We use different trigonometric formulas and various simplifications to find the value of the determinant. First, we take $2\sin x$ common and use the formula $\sin 2x=2\sin x\cos x$.

& \Delta =2{{\cos }^{2}}x\left( {{\cos }^{2}}x \right)+\sin 2x\left( \sin x\cos x \right)+\sin x\left( \sin 2x\cos x+2{{\sin }^{3}}x \right) \\\ & \Rightarrow \Delta =2{{\cos }^{2}}x\left( {{\cos }^{2}}x \right)+2\sin x\cos x\left( \sin x\cos x \right)+2{{\sin }^{2}}x\left( {{\cos }^{2}}x+{{\sin }^{2}}x \right) \\\ \end{aligned}$$ Then we take $2{{\cos }^{2}}x$ common out of the first two terms. $$\begin{aligned} & \Delta =2{{\cos }^{2}}x\left( {{\cos }^{2}}x \right)+2\sin x\cos x\left( \sin x\cos x \right)+2{{\sin }^{2}}x\left( {{\cos }^{2}}x+{{\sin }^{2}}x \right) \\\ & \Rightarrow \Delta =2{{\cos }^{2}}x\left( {{\cos }^{2}}x+{{\sin }^{2}}x \right)+2{{\sin }^{2}}x \\\ \end{aligned}$$ We use the formula of $$\left( {{\cos }^{2}}x+{{\sin }^{2}}x \right)=1$$ and get $$\begin{aligned} & \Delta =2{{\cos }^{2}}x\left( {{\cos }^{2}}x+{{\sin }^{2}}x \right)+2{{\sin }^{2}}x \\\ & \Rightarrow \Delta =2{{\cos }^{2}}x+2{{\sin }^{2}}x \\\ & \Rightarrow \Delta =2\left( {{\cos }^{2}}x+{{\sin }^{2}}x \right)=2 \\\ \end{aligned}$$ We have been asked to prove $\int\limits_{0}^{\dfrac{\pi }{2}}{\left[ \Delta +{{\Delta }^{'}} \right]}dx=\pi $. The determinant value is constant, which means that differentiation of that determinant will be 0. So, it implies that ${{\Delta }^{'}}=\dfrac{d\left( \Delta \right)}{dx}=\dfrac{d\left( 2 \right)}{dx}=0$. Now we replace the values of the determinant and its differentiation in the integration $\int\limits_{0}^{\dfrac{\pi }{2}}{\left[ \Delta +{{\Delta }^{'}} \right]}dx$. After replacing the values, we evaluate the value of the integration. $$\begin{aligned} & \int\limits_{0}^{\dfrac{\pi }{2}}{\left[ \Delta +{{\Delta }^{'}} \right]}dx \\\ & =\int\limits_{0}^{\dfrac{\pi }{2}}{\left[ 2+0 \right]}dx \\\ & =\left[ 2x \right]_{0}^{\dfrac{\pi }{2}} \\\ & =2\times \dfrac{\pi }{2} \\\ & =\pi \\\ \end{aligned}$$. Thus proved. **Note:** We don’t need to apply integration in the determinant itself.

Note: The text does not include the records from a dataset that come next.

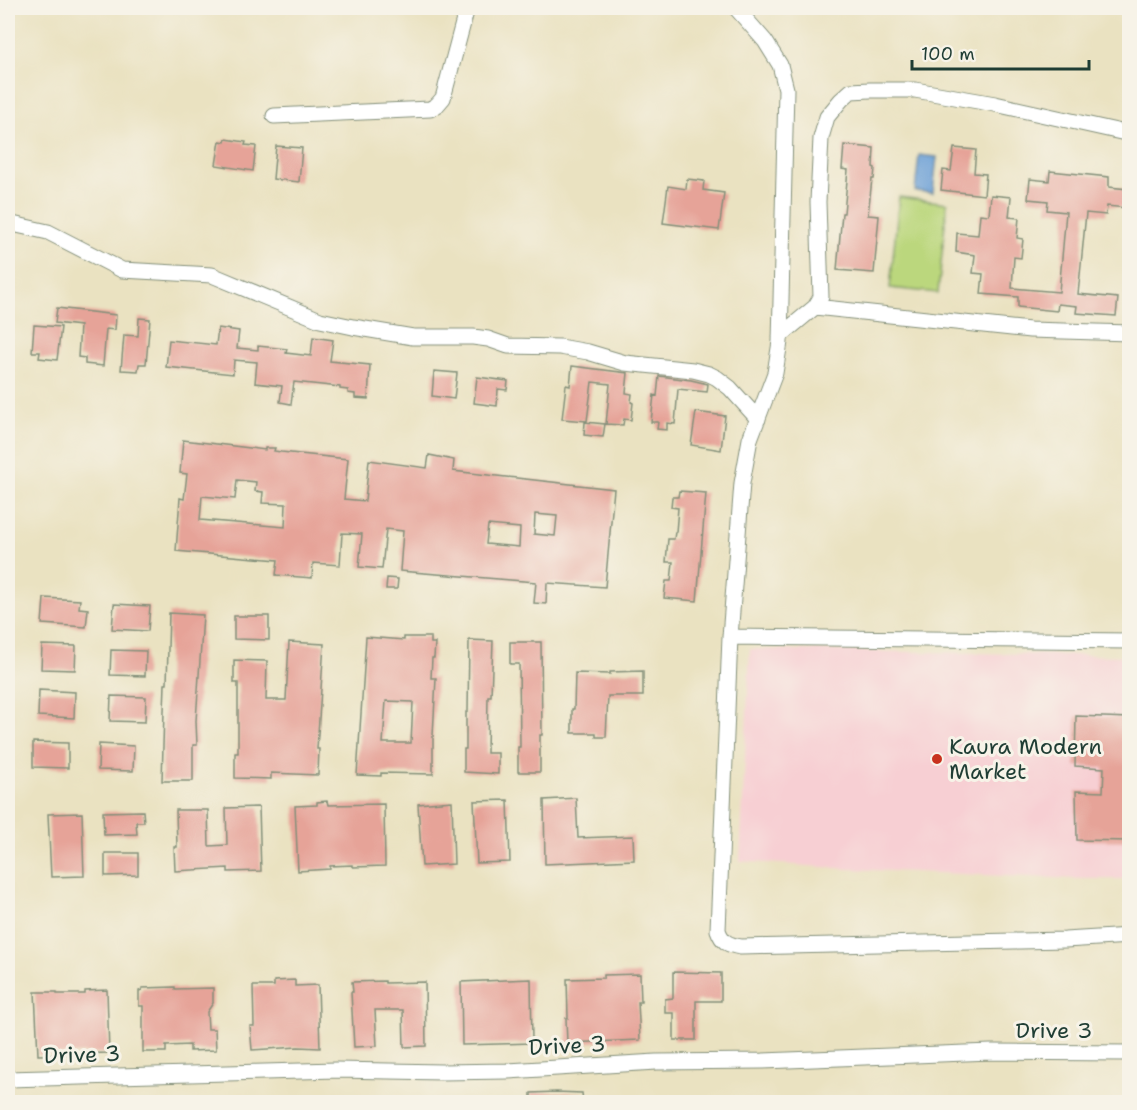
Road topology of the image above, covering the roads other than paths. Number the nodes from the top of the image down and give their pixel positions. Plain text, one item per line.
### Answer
1 (467, 8) edge
2 (736, 8) edge
3 (274, 116) dead end
4 (1130, 134) edge
5 (8, 223) edge
6 (815, 307) junction
7 (1130, 333) edge
8 (780, 336) junction
9 (758, 419) junction
10 (730, 638) junction
11 (1130, 641) edge
12 (1130, 936) edge
13 (1130, 1053) edge
14 (8, 1079) edge

1 - 3 street
2 - 8 street
4 - 6 street
5 - 9 street
6 - 7 street
6 - 8 street
8 - 9 street
9 - 10 street
10 - 11 street
10 - 12 street
13 - 14 street, Drive 3

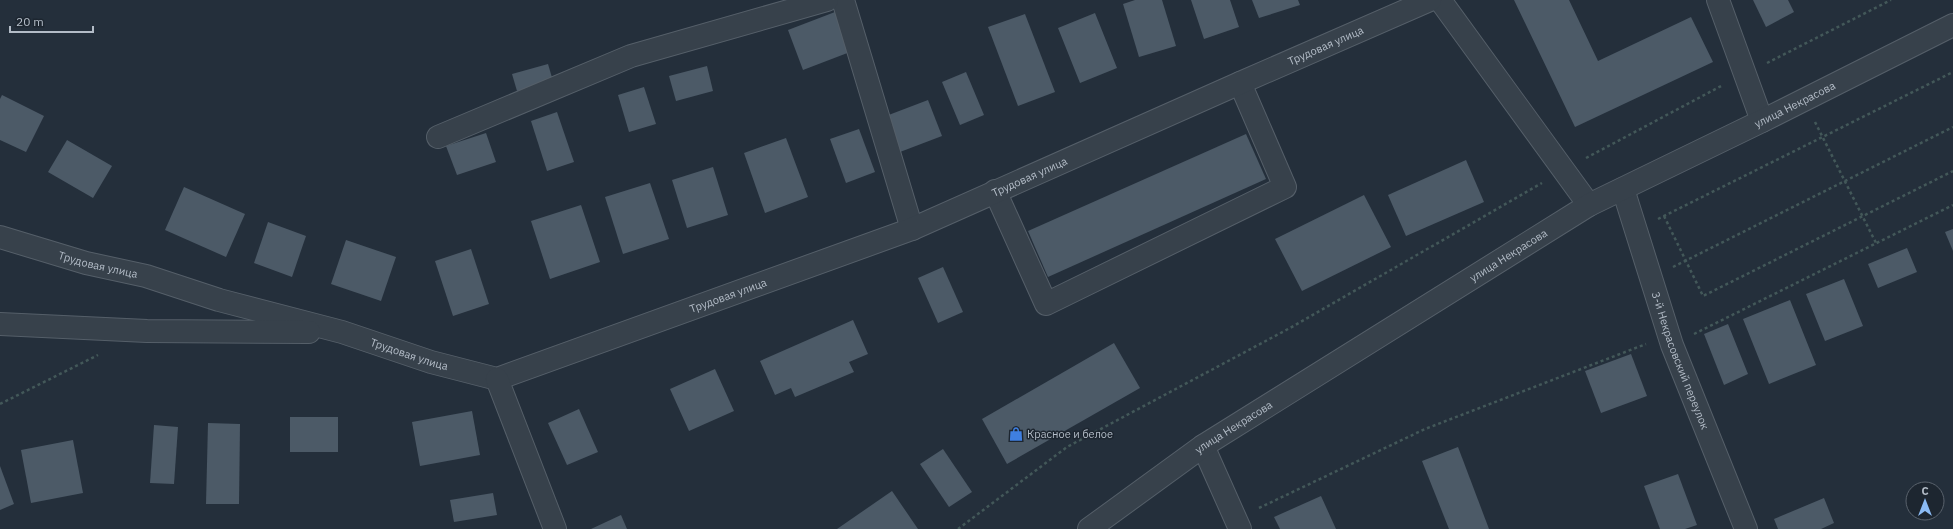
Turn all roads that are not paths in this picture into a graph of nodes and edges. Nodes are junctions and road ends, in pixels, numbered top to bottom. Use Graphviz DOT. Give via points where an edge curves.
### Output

It gives value. In the case of matrices, we need to use matrix differentiation or integration. In our case, we just convert it to its simplest form to find the solution. The matrix integration will work for column-wise integration of three columns one by one keeping others intact.